Voici le compte compte-rendu par le Irish Times de ma conférence au cercle interallié du lundi 24 février 2020, intitulée » Peut-on encore compter sur nos alliés américains ? »
On a weekday evening, members of the French establishment queued to enter the Cercle Interallié, one of the most exclusive clubs in Paris, to hear Renaud Girard, an editorial writer for the conservative daily Le Figaro, address the question: “Can we still count on our US allies?”
There was standing room only in the upstairs salon, which was replete with tapestries, crystal chandeliers and gilt mouldings. France’s alliance with the US dates back to their respective 18th-century revolutions, but like all great love affairs it has had its ups and downs. Now the French observe the presidency of Donald J Trump with a mixture of fascination and revulsion.
Americans have short memories. The French forget nothing. Girard began with an image of American doughboys who had just saved France, in the garden outside, at the end of the first World War. “In our minds, the alliance with the US dates from this period,” he said.
“The Americans have been, are and will remain our friends.”

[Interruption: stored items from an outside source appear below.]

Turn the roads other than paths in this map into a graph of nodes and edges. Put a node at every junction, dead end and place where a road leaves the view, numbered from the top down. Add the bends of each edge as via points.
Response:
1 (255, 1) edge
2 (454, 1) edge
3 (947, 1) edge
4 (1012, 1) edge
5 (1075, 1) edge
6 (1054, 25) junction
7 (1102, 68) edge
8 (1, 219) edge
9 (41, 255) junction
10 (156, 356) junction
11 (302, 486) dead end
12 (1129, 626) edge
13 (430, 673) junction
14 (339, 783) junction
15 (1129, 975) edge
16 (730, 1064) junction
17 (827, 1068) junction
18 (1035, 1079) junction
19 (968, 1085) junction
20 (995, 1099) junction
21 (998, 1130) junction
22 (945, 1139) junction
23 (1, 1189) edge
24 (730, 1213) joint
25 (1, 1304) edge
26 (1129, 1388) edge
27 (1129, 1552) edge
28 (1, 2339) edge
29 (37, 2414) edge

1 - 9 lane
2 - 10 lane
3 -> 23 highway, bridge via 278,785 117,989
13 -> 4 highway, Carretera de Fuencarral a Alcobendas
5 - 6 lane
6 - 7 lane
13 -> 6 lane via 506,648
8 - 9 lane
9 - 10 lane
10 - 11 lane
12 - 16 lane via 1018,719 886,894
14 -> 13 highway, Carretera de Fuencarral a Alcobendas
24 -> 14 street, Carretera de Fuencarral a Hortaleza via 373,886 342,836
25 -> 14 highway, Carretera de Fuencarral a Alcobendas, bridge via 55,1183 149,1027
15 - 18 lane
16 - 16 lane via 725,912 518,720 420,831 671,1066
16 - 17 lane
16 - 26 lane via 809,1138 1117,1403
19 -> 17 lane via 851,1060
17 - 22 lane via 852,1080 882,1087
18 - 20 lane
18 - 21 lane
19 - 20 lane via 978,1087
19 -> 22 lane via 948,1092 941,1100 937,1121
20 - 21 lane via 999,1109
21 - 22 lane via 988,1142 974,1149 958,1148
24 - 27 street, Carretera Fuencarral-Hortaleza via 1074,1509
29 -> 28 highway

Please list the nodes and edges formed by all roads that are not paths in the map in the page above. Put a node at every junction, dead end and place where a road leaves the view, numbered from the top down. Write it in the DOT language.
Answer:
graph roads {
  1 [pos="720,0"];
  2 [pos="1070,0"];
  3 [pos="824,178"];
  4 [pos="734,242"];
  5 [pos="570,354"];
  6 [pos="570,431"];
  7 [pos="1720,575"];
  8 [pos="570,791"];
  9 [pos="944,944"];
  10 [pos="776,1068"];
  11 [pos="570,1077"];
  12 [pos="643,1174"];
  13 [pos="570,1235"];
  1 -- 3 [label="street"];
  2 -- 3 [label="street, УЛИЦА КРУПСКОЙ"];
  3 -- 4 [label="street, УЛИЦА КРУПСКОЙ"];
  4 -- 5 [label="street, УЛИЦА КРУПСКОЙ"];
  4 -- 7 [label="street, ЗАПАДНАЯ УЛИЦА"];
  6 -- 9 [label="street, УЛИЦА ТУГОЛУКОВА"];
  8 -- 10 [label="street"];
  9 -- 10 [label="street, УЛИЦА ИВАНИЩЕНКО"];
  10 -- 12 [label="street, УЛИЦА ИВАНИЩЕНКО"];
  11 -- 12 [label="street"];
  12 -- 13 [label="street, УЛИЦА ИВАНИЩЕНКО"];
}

But a formal alliance was something different. Girard recounted Trump’s abrupt abandonment of the US’s Syrian Kurdish allies last October, after the Kurds lost 11,000 men and women fighting Islamic State. “Trump said the Kurds hadn’t participated in the 1944 Normandy landings. We already knew that.” The audience groaned.
It wasn’t the first time the US left allies in the lurch, Girard continued, referencing desperate Vietnamese scrambling onto a helicopter atop the US embassy in Saigon in 1975. The US abandonment of South Vietnam led to “the fall of Phnom Penh, the Cambodian genocide, the Communist takeover and the boat people”, he added.
History repeating itself
History kept repeating itself. Domestic policy dictated US foreign policy. The Americans believed their laws trumped (!) international law. The US Congress failed to ratify the Treaty of Versailles that ended the first World War. As a result, the US refused to stop German rearmament in the 1930s and France lacked the courage to go it alone on the issue.